To do =>
Copy each line of the records that contains the word "dead".

Input =>

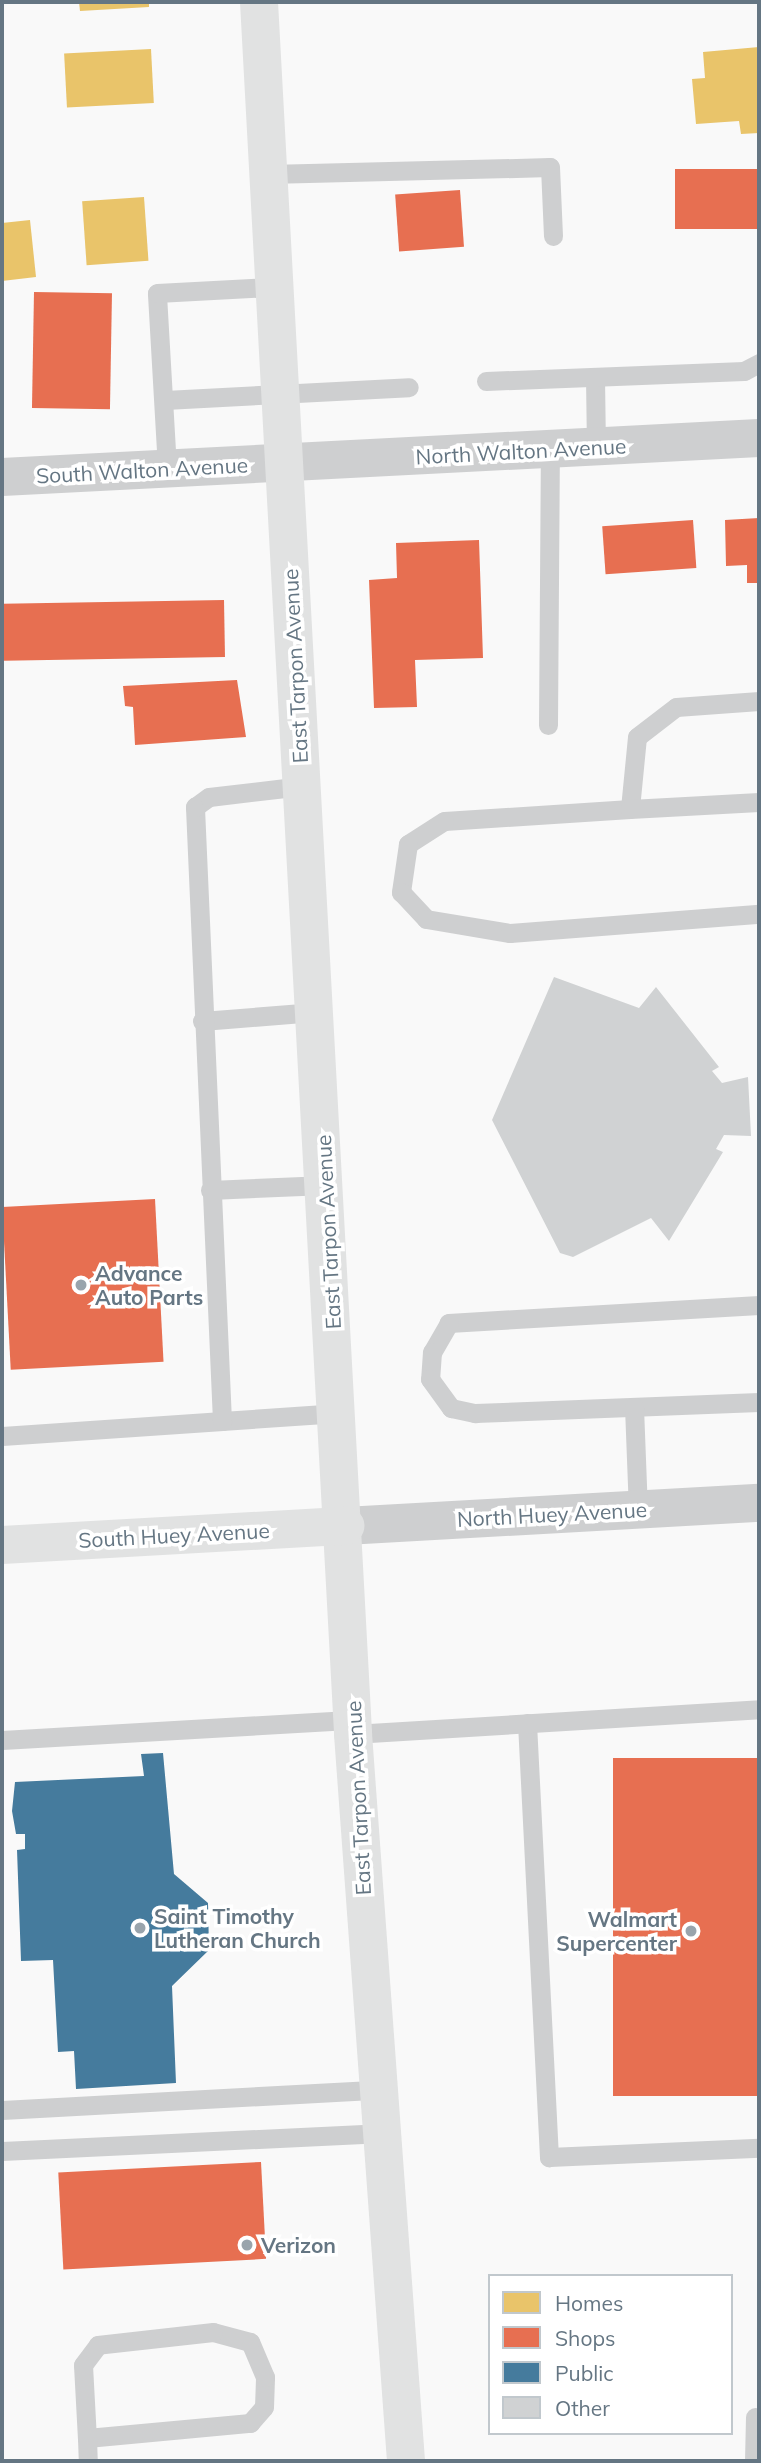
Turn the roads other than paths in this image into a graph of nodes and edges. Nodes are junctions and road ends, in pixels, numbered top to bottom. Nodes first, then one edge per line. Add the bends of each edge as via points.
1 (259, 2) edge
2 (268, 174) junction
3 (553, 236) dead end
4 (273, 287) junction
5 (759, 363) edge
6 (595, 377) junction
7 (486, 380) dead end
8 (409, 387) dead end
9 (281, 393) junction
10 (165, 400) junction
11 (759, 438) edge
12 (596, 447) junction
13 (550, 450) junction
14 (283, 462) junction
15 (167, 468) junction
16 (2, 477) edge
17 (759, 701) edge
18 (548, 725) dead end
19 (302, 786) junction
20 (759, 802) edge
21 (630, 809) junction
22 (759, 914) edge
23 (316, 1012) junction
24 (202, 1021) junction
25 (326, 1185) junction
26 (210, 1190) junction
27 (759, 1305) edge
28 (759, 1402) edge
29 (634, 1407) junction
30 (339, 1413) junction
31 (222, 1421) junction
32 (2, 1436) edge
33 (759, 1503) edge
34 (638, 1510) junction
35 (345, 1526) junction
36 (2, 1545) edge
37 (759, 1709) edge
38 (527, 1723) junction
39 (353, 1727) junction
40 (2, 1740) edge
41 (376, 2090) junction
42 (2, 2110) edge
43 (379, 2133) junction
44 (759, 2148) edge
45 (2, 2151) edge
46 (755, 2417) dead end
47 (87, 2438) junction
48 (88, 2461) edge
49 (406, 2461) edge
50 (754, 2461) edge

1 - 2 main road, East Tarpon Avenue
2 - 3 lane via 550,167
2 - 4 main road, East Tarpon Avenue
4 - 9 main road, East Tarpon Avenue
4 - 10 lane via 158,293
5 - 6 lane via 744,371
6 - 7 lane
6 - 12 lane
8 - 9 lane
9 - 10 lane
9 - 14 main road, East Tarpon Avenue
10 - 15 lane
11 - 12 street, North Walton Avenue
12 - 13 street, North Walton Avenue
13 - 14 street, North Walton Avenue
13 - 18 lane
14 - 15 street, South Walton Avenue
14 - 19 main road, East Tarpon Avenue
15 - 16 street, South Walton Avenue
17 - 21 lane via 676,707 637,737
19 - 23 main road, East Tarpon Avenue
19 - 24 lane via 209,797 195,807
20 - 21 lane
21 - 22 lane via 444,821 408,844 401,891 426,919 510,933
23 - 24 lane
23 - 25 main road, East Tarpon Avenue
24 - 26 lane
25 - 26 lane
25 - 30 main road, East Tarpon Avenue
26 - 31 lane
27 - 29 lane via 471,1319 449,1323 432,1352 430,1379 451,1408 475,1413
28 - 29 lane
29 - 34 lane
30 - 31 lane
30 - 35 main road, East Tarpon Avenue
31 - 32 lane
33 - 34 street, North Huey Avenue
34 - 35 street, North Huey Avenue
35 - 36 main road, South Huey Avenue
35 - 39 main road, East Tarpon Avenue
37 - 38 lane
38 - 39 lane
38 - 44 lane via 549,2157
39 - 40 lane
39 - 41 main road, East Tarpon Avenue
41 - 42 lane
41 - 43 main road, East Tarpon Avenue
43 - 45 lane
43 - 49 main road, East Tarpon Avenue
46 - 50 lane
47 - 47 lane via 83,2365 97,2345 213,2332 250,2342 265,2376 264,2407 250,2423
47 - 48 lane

Response =>
3 (553, 236) dead end
7 (486, 380) dead end
8 (409, 387) dead end
18 (548, 725) dead end
46 (755, 2417) dead end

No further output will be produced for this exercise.